Task requirements.
Keep only the lines of the data below that contain "every", and copy them.
[Opening Available data section]
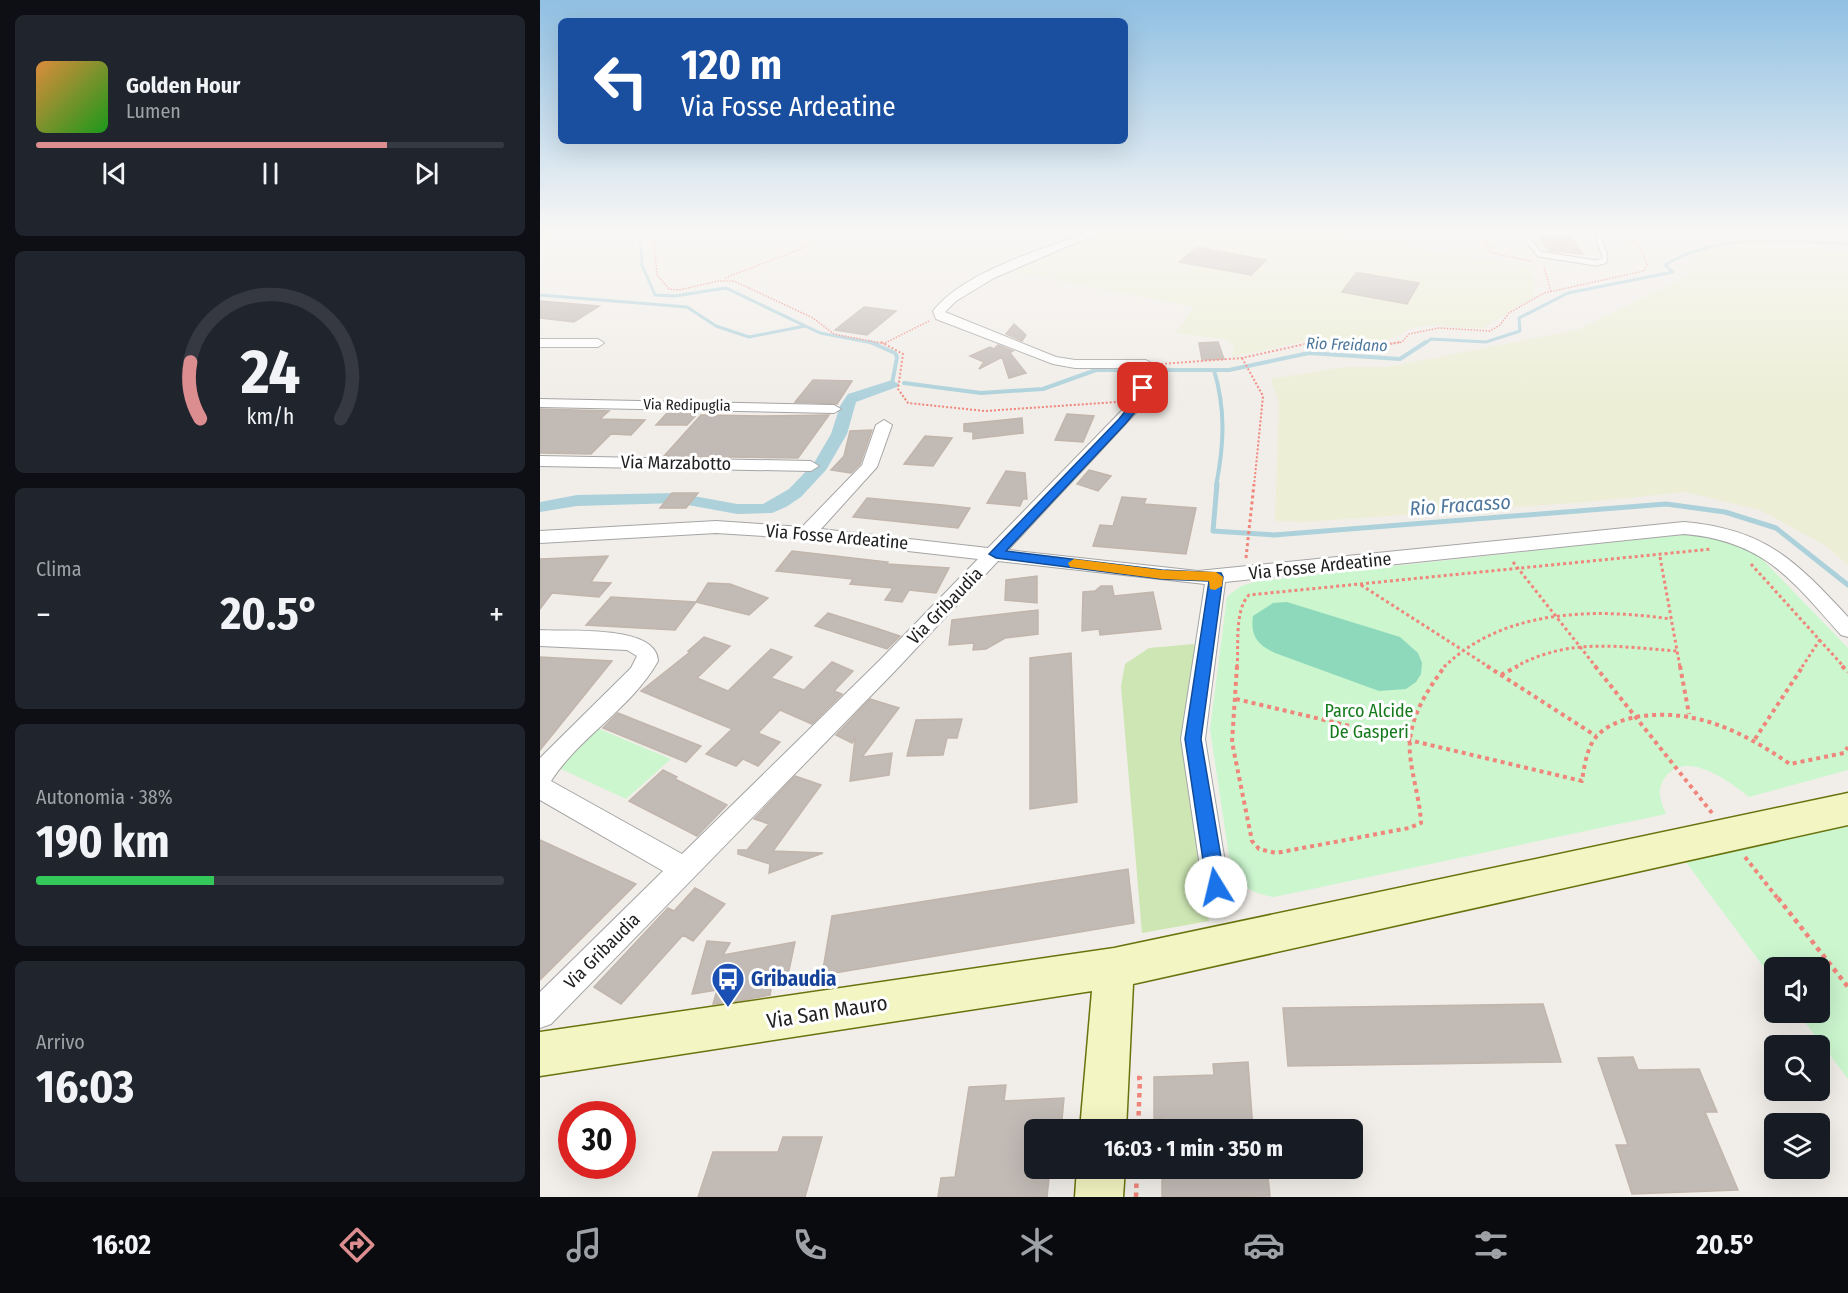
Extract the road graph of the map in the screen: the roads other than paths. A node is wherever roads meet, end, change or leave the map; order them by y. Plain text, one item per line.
[Closing Available data section]
[Opening Available data section]
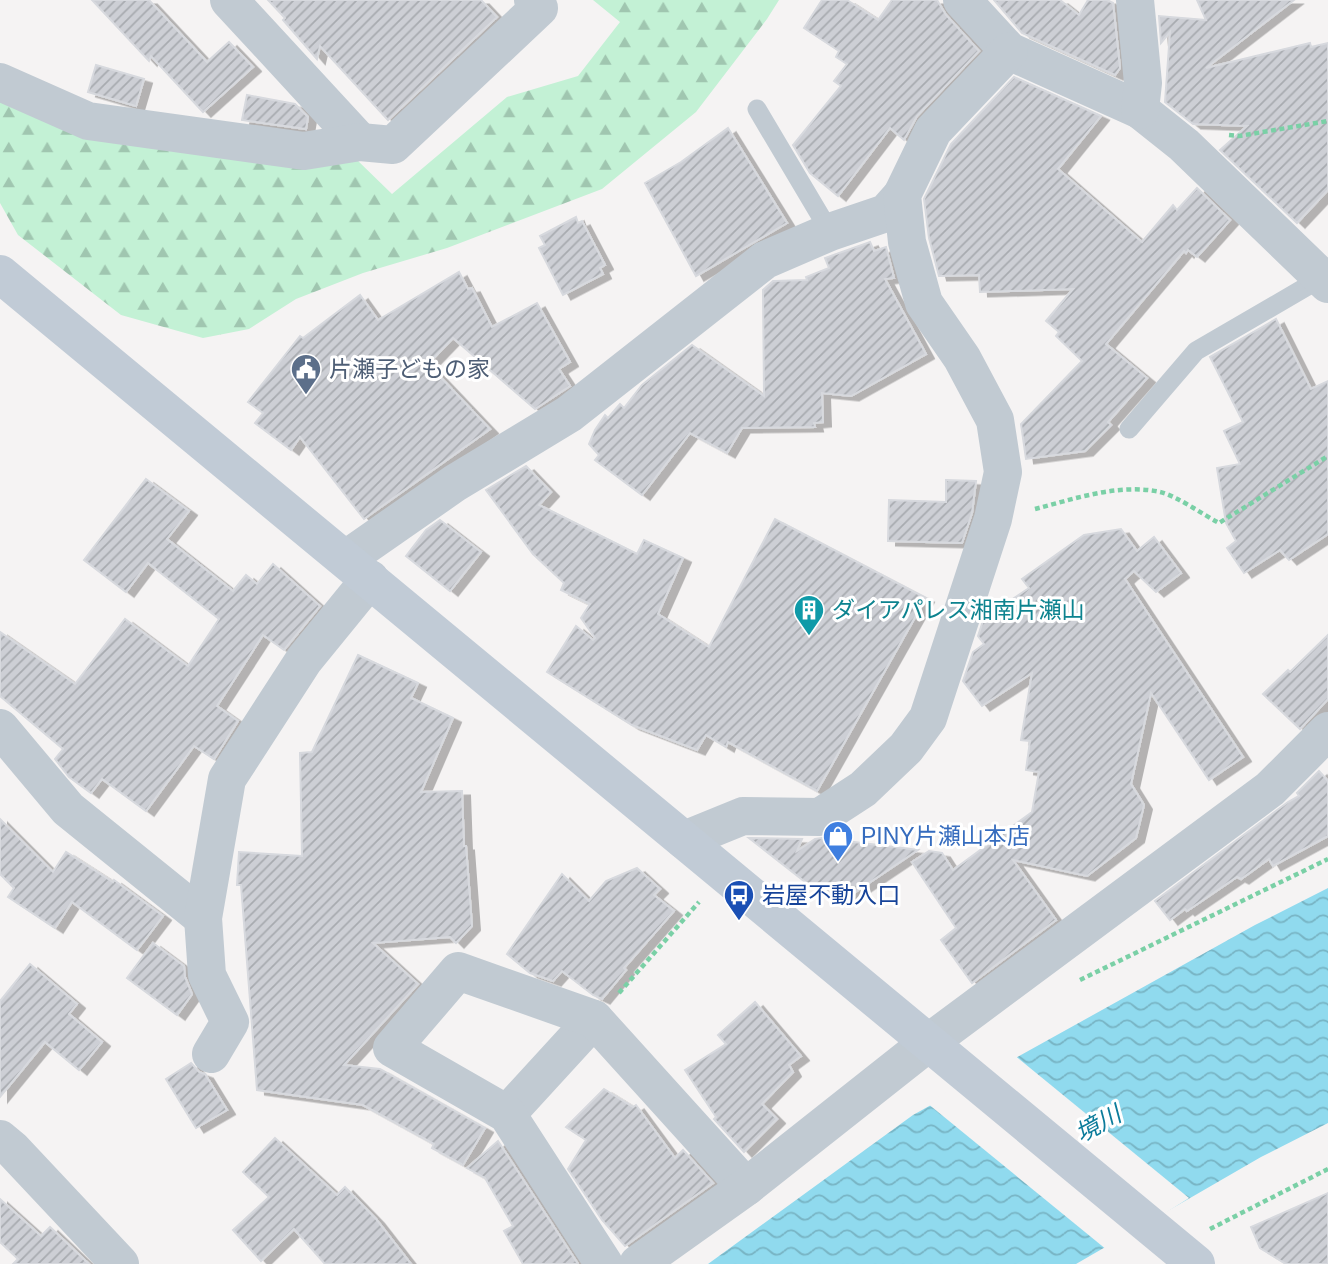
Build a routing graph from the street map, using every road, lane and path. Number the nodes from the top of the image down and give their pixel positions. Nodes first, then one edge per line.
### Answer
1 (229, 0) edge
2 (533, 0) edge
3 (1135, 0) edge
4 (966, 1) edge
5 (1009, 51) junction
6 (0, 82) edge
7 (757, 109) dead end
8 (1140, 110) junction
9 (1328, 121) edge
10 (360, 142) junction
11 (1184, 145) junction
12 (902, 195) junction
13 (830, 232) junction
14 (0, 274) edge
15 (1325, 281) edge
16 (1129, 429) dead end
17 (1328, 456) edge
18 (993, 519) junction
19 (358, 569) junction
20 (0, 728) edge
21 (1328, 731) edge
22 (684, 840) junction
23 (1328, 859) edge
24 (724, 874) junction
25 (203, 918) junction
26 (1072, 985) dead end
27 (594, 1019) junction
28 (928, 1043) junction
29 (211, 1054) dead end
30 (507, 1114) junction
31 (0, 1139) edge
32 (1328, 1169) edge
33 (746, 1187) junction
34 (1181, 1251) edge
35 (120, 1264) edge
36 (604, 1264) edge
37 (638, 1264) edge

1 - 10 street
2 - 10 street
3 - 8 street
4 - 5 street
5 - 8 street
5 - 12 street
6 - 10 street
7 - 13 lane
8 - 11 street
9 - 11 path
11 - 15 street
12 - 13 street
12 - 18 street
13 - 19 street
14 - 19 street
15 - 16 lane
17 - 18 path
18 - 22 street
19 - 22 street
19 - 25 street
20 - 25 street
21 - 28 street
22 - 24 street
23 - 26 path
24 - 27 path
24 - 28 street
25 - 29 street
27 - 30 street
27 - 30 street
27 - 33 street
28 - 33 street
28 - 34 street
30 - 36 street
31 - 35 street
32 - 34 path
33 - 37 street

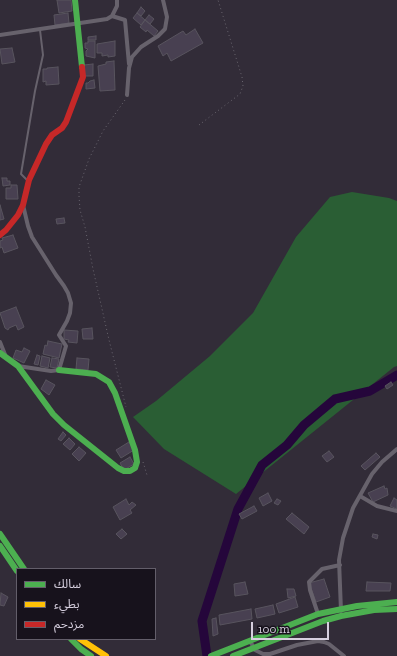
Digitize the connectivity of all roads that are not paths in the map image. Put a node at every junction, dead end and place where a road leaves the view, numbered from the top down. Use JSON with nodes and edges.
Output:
[Closing Available data section]
[Opening Available data section]
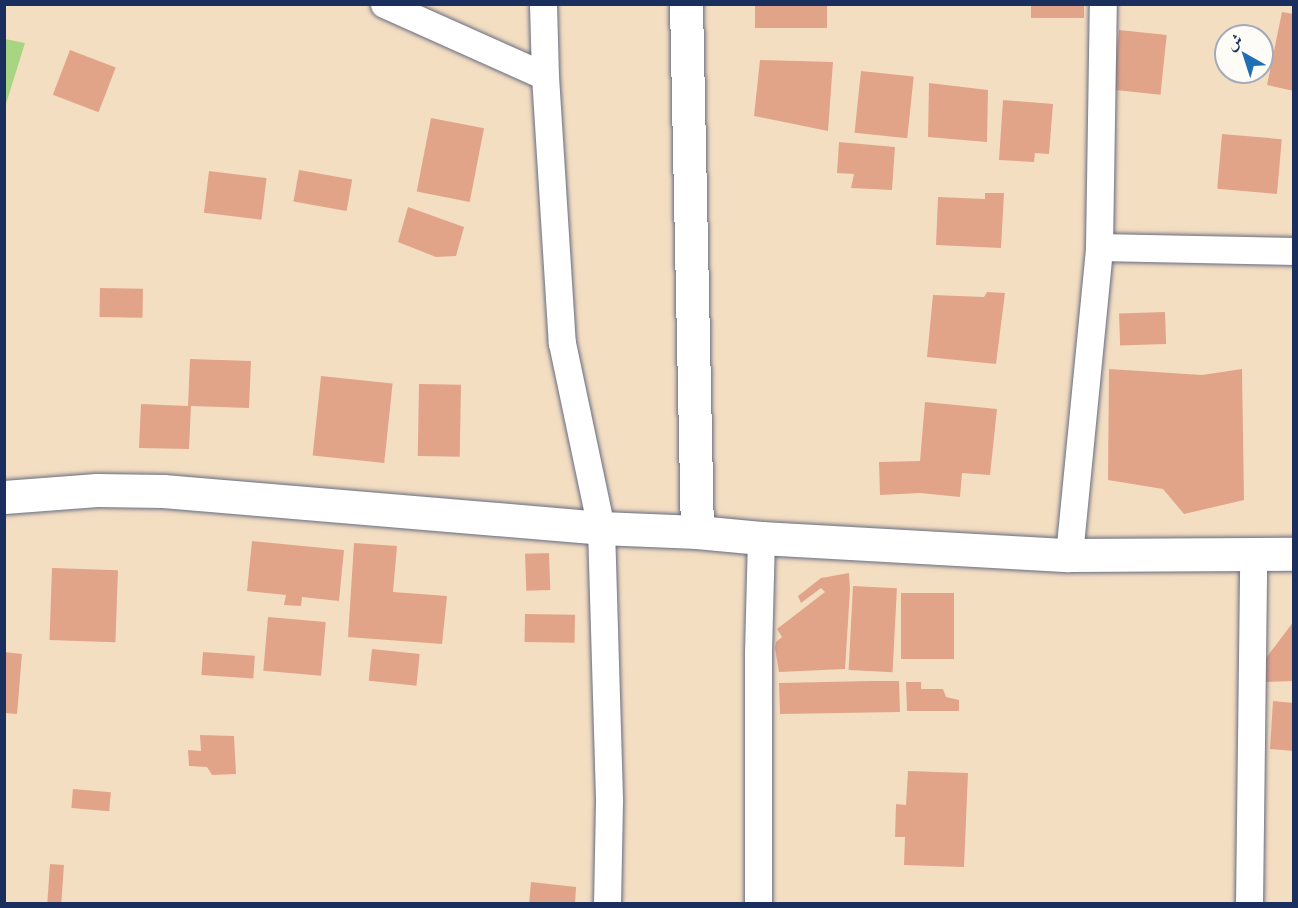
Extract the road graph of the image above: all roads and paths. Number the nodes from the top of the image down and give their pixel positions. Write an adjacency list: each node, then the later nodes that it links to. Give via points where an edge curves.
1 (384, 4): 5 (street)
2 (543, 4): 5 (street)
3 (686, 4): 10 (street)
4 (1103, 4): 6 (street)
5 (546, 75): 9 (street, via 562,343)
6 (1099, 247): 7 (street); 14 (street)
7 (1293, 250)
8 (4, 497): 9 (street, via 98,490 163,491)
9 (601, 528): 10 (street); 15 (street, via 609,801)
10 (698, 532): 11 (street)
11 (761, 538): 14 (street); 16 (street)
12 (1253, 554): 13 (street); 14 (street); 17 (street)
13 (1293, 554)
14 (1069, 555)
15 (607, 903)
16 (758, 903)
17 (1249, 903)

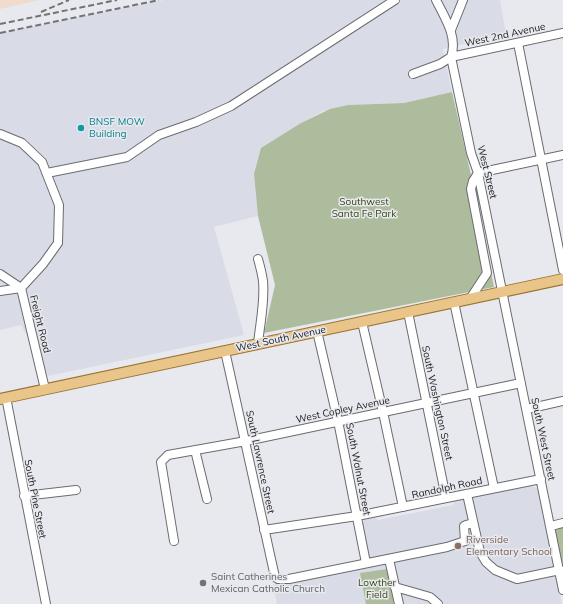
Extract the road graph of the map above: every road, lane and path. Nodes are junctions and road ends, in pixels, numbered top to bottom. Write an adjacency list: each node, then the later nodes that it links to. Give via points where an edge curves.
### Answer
[Closing Available data section]
Reply to the exercise.
Build a routing graph from the street map, using every road, lane and path. Number the nodes from the top of the image down and give their pixel positions. Nodes first, then one edge per line.
Digitize the connectivity of all roads that are not paths in the map image. Put a node at every junction, dead end and place where a road leaves the view, numbered from the top down. Use JSON with nodes and edges.
Extract the road graph of the map above: every road, lane and path. Nodes are junctions and road ends, in pixels, numbered top to bottom. Write an adjacency list: each node, then the later nodes that it links to. Give via points where an edge curves.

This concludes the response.